Middle Jurassic and Cretaceous sediment loading of unstable shelf sediment along and to the south of the basement hinge zone initiated subsidence and development of seaward-dipping growth faults which acted as traps for sand. Sediment loading also mobilized Jurassic-age salts creating a complex slope morphology (e.g. Kidston et al., 2002; Shimeld, 2004) analogous to other basins with mobile salt substrates (e.g. Gulf of Mexico). Continuous sedimentation accentuated salt mobility, and in areas where sedimentation was high, like the Sable and possibly Shelburne deltas, salt moved both vertically and in the seaward direction forming diapirs, pillows, canopies and related features. During periods of low sea level, extant rivers incised exposed outer shelf sediments, with shelf-edge delta complexes probably forming at the edge of the continental shelf (Cummings & Arnott, 2005; 2006). Such deltas supplied turbidity currents and other mass transport deposits to the slope during the Middle Jurassic through Cretaceous, where potential reservoirs were deposited in canyons and intra-slope minibasins.

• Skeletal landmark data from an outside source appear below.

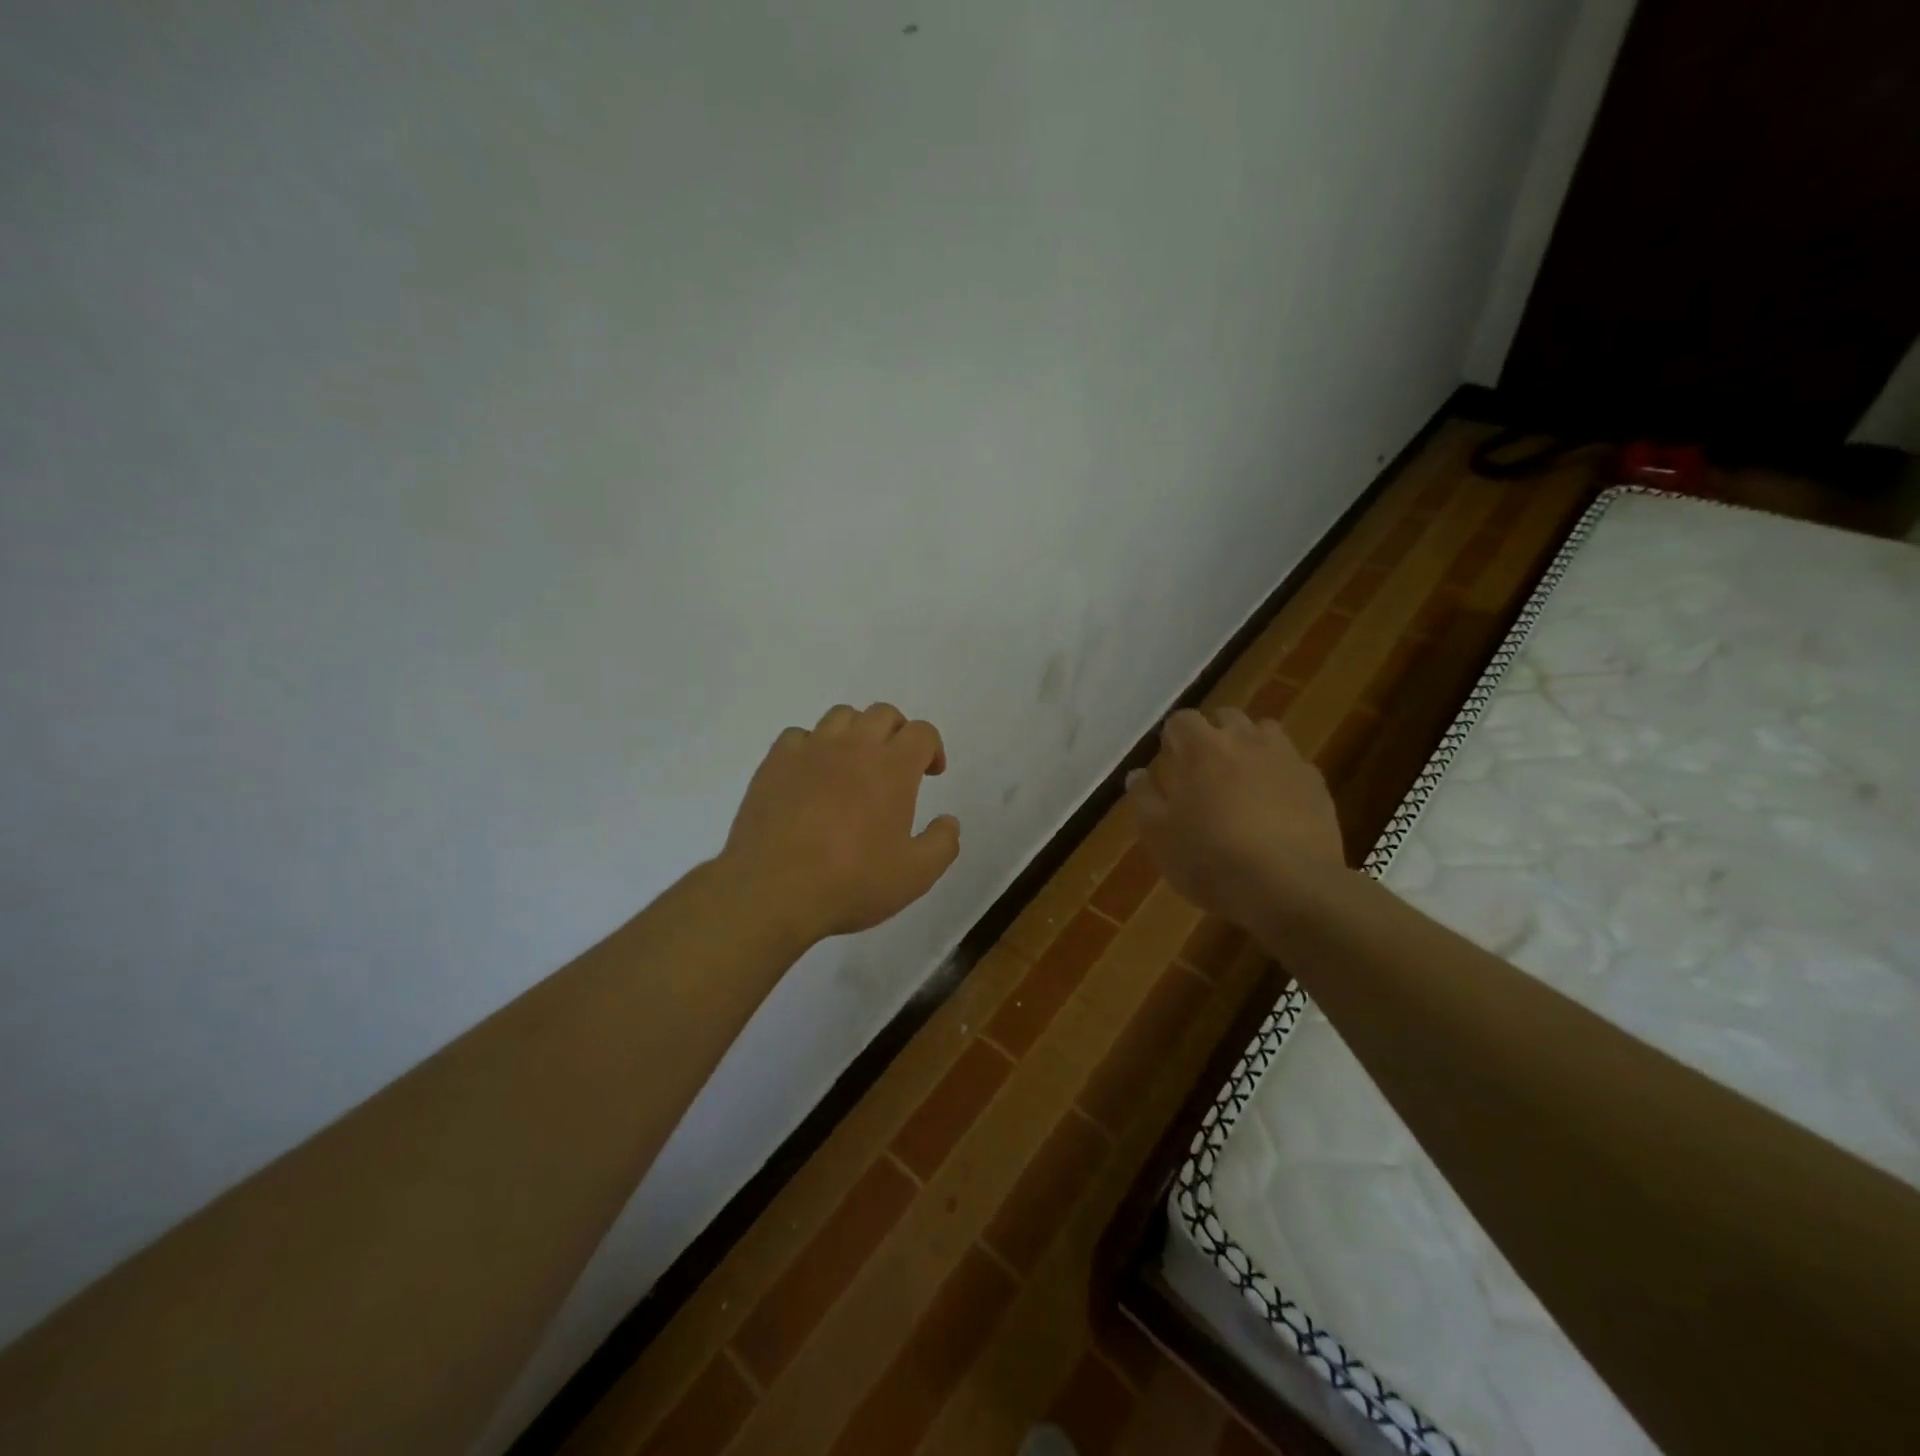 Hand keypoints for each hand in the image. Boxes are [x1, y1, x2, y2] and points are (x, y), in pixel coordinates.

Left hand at [719, 703, 960, 945]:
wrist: (773, 891)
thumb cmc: (851, 882)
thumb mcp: (915, 875)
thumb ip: (942, 843)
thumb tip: (949, 821)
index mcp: (892, 766)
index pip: (922, 732)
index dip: (932, 748)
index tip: (930, 773)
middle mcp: (854, 746)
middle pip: (883, 713)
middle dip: (897, 733)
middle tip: (896, 765)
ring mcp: (810, 749)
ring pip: (841, 716)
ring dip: (857, 732)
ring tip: (854, 765)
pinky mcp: (774, 762)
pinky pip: (799, 735)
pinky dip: (813, 747)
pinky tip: (811, 775)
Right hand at [1126, 708, 1344, 926]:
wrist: (1289, 887)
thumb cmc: (1210, 860)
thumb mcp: (1159, 836)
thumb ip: (1145, 798)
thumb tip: (1138, 774)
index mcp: (1201, 749)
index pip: (1182, 720)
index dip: (1173, 738)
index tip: (1170, 762)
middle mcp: (1244, 741)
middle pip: (1226, 717)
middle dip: (1213, 734)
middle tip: (1204, 769)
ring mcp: (1285, 758)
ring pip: (1265, 732)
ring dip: (1250, 745)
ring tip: (1243, 778)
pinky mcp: (1316, 783)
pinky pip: (1293, 763)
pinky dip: (1280, 773)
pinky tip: (1276, 804)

Deltaic sedimentation ceased along much of the Scotian margin following a late Early Cretaceous major marine transgression when the shelf was blanketed by thick shales of the Naskapi Member of the Logan Canyon Formation. Transgressive shales were periodically interrupted during the influx of coarser clastics in the Aptian-Cenomanian (Cree and Marmora members of the Logan Canyon Formation; Wade and MacLean, 1990). Sand was deposited along a broad costal plain and shallow shelf, but these eventually gave way as deeper marine shales (and some limestones) of the Dawson Canyon Formation were deposited as sediment supply decreased from the lower relief hinterland. The end of the Cretaceous period in the Scotian Basin saw a rise in sea level and basin subsidence and deposition of marine marls and chalky mudstones of the Wyandot Formation. These strata were eventually buried by Tertiary marine shelf mudstones and later shelf sands and conglomerates of the Banquereau Formation (Figure 8). Throughout the Tertiary on the Scotian margin, several major unconformities related to sea level falls occurred. During Paleocene, Oligocene and Miocene times, fluvial and deep-water current processes cut into and eroded these mostly unconsolidated sediments and transported sediments out into the deeper water slope and abyssal plain. During the Quaternary Period of the last 2 million years, several hundred metres of glacial and marine sediments were deposited on the outer shelf and upper slope.